Two years ago, I bought a dogwood to plant on the north side of the house, just outside my bedroom window. I had waited a long time to plant it. I waited until the flowering pear and the ornamental plum were tall enough to give it the necessary shade in the hot summer. Dogwoods don’t do well in extreme heat and direct sunlight, so really not the best tree to plant in my area, BUT I wanted one, so . . .
However, I had my angles all wrong and there had been a gap . . . between the house and those trees, and the summer sun beat directly down on that young tree.
I shielded it with a shade sail, but it still withered away. I had killed it . . . or so I thought.

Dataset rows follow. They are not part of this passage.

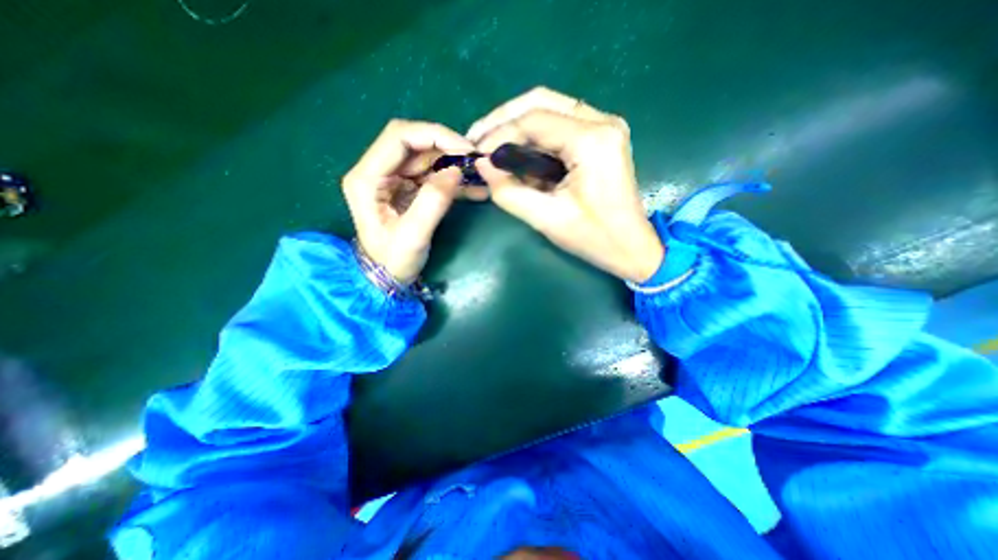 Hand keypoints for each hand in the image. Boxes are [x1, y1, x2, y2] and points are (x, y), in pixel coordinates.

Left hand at [341, 117, 471, 284]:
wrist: (387, 278)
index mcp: (367, 178)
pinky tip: (474, 189)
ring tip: (479, 177)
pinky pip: (433, 175)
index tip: (465, 149)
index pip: (399, 137)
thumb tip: (456, 170)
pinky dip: (454, 180)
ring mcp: (393, 180)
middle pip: (414, 144)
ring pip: (426, 158)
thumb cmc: (394, 261)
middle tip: (475, 162)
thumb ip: (433, 201)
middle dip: (447, 148)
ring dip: (454, 165)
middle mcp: (377, 172)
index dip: (434, 135)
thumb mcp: (414, 235)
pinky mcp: (407, 189)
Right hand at [468, 87, 660, 284]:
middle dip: (504, 119)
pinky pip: (560, 124)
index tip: (476, 155)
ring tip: (491, 145)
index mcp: (592, 141)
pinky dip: (534, 136)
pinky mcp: (601, 137)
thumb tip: (482, 166)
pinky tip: (516, 152)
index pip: (533, 121)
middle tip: (477, 140)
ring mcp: (604, 126)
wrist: (631, 247)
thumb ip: (509, 192)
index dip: (498, 134)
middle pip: (541, 101)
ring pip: (550, 108)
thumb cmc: (593, 238)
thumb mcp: (547, 219)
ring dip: (517, 124)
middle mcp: (602, 121)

But I hadn’t. In my worry over conserving water, I had “starved” my little tree of what it needed most—water. I just hadn’t watered it enough.
We are no different. Though it really depends on the conditions, most experts say that while humans can live up to two months without food, they can survive only a few days without water. While our total body is roughly 60% water, our major organs (liver, lungs, heart, kidneys, brain) start at 70-75% water (liver) and work up to 80-85% (brain). (MedicalNewsToday)
It is no wonder then that Jesus uses the imagery of water to convey the importance of a relationship with him. When he encounters a woman at a well who has used the world’s “water” in order to find satisfaction and is left wanting, he does not leave her hopeless. Instead he offers himself, the living water, the only “water” that will sustain us in all ways, at all times.
While we deal with drought conditions and work to negotiate conserving water and keeping our plants alive, it is comforting to know that spiritually we don’t have to walk this tight line. So if you feel yourself spiritually dry, return to the source of revival. Reread the words in red and renew your relationship with Jesus.